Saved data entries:
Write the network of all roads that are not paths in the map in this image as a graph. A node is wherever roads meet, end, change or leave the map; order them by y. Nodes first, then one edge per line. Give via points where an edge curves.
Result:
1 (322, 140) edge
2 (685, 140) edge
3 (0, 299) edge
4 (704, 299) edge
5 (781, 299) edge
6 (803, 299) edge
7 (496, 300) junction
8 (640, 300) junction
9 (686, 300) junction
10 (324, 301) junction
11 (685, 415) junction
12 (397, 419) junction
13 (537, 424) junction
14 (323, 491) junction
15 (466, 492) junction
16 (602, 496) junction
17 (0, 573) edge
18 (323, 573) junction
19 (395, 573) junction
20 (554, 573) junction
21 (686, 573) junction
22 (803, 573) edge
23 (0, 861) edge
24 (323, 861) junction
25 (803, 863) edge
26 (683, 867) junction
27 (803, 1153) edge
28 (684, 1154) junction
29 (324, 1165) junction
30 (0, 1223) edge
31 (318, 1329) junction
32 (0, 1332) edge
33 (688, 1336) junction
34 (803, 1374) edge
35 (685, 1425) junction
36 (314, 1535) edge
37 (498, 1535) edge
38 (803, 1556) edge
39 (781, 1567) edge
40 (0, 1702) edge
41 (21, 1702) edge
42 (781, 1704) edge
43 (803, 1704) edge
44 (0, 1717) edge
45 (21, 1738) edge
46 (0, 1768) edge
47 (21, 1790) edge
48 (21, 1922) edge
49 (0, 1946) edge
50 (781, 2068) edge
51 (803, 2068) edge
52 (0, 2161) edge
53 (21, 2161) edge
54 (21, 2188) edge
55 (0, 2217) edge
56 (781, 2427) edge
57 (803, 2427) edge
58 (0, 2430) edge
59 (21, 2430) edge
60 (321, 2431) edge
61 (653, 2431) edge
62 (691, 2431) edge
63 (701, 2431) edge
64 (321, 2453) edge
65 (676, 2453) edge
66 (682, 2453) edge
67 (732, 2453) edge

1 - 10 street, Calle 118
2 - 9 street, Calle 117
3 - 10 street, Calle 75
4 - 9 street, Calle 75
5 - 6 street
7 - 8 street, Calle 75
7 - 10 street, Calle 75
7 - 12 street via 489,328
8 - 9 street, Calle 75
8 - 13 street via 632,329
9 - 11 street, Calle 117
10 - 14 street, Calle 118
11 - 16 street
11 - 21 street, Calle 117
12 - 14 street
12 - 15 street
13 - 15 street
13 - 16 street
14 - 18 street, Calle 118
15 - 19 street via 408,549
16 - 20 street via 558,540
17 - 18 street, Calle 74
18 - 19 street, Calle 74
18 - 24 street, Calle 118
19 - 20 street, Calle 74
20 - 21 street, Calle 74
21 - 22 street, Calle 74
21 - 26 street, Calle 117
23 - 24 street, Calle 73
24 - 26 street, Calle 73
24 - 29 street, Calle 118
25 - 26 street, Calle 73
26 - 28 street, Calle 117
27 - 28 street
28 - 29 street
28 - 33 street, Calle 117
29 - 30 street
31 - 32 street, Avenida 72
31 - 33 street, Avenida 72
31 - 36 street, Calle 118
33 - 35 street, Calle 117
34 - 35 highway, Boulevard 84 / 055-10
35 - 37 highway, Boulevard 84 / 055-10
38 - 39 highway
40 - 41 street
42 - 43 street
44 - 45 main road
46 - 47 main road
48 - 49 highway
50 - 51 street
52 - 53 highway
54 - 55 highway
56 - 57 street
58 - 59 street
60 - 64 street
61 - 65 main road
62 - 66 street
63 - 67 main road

WORK INSTRUCTIONS –
The full set of entries should be copied out exactly as given.

RESPONSE TO THE EXERCISE –
Write the network of all roads that are not paths in the map in this image as a graph. A node is wherever roads meet, end, change or leave the map; order them by y. Nodes first, then one edge per line. Give via points where an edge curves.
Result:
1 (322, 140) edge
2 (685, 140) edge
3 (0, 299) edge
4 (704, 299) edge
5 (781, 299) edge
6 (803, 299) edge
7 (496, 300) junction
8 (640, 300) junction
9 (686, 300) junction
10 (324, 301) junction
11 (685, 415) junction
12 (397, 419) junction
13 (537, 424) junction
14 (323, 491) junction
15 (466, 492) junction
16 (602, 496) junction
17 (0, 573) edge
18 (323, 573) junction
19 (395, 573) junction
20 (554, 573) junction
21 (686, 573) junction
22 (803, 573) edge
23 (0, 861) edge
24 (323, 861) junction
25 (803, 863) edge
26 (683, 867) junction
27 (803, 1153) edge
28 (684, 1154) junction
29 (324, 1165) junction
30 (0, 1223) edge
31 (318, 1329) junction
32 (0, 1332) edge
33 (688, 1336) junction
34 (803, 1374) edge
35 (685, 1425) junction
36 (314, 1535) edge
37 (498, 1535) edge
38 (803, 1556) edge
39 (781, 1567) edge
40 (0, 1702) edge
41 (21, 1702) edge
42 (781, 1704) edge
43 (803, 1704) edge
44 (0, 1717) edge
45 (21, 1738) edge
46 (0, 1768) edge
47 (21, 1790) edge
48 (21, 1922) edge
49 (0, 1946) edge
50 (781, 2068) edge
51 (803, 2068) edge
52 (0, 2161) edge
53 (21, 2161) edge
54 (21, 2188) edge
55 (0, 2217) edge
56 (781, 2427) edge
57 (803, 2427) edge
58 (0, 2430) edge
59 (21, 2430) edge
60 (321, 2431) edge
61 (653, 2431) edge
62 (691, 2431) edge
63 (701, 2431) edge
64 (321, 2453) edge
65 (676, 2453) edge
66 (682, 2453) edge
67 (732, 2453) edge

1 - 10 street, Calle 118
2 - 9 street, Calle 117
3 - 10 street, Calle 75
4 - 9 street, Calle 75
5 - 6 street
7 - 8 street, Calle 75
7 - 10 street, Calle 75
7 - 12 street via 489,328
8 - 9 street, Calle 75
8 - 13 street via 632,329
9 - 11 street, Calle 117
10 - 14 street, Calle 118
11 - 16 street
11 - 21 street, Calle 117
12 - 14 street
12 - 15 street
13 - 15 street
13 - 16 street
14 - 18 street, Calle 118
15 - 19 street via 408,549
16 - 20 street via 558,540
17 - 18 street, Calle 74
18 - 19 street, Calle 74
18 - 24 street, Calle 118
19 - 20 street, Calle 74
20 - 21 street, Calle 74
21 - 22 street, Calle 74
21 - 26 street, Calle 117
23 - 24 street, Calle 73
24 - 26 street, Calle 73
24 - 29 street, Calle 118
25 - 26 street, Calle 73
26 - 28 street, Calle 117
27 - 28 street
28 - 29 street
28 - 33 street, Calle 117
29 - 30 street
31 - 32 street, Avenida 72
31 - 33 street, Avenida 72
31 - 36 street, Calle 118
33 - 35 street, Calle 117
34 - 35 highway, Boulevard 84 / 055-10
35 - 37 highway, Boulevard 84 / 055-10
38 - 39 highway
40 - 41 street
42 - 43 street
44 - 45 main road
46 - 47 main road
48 - 49 highway
50 - 51 street
52 - 53 highway
54 - 55 highway
56 - 57 street
58 - 59 street
60 - 64 street
61 - 65 main road
62 - 66 street
63 - 67 main road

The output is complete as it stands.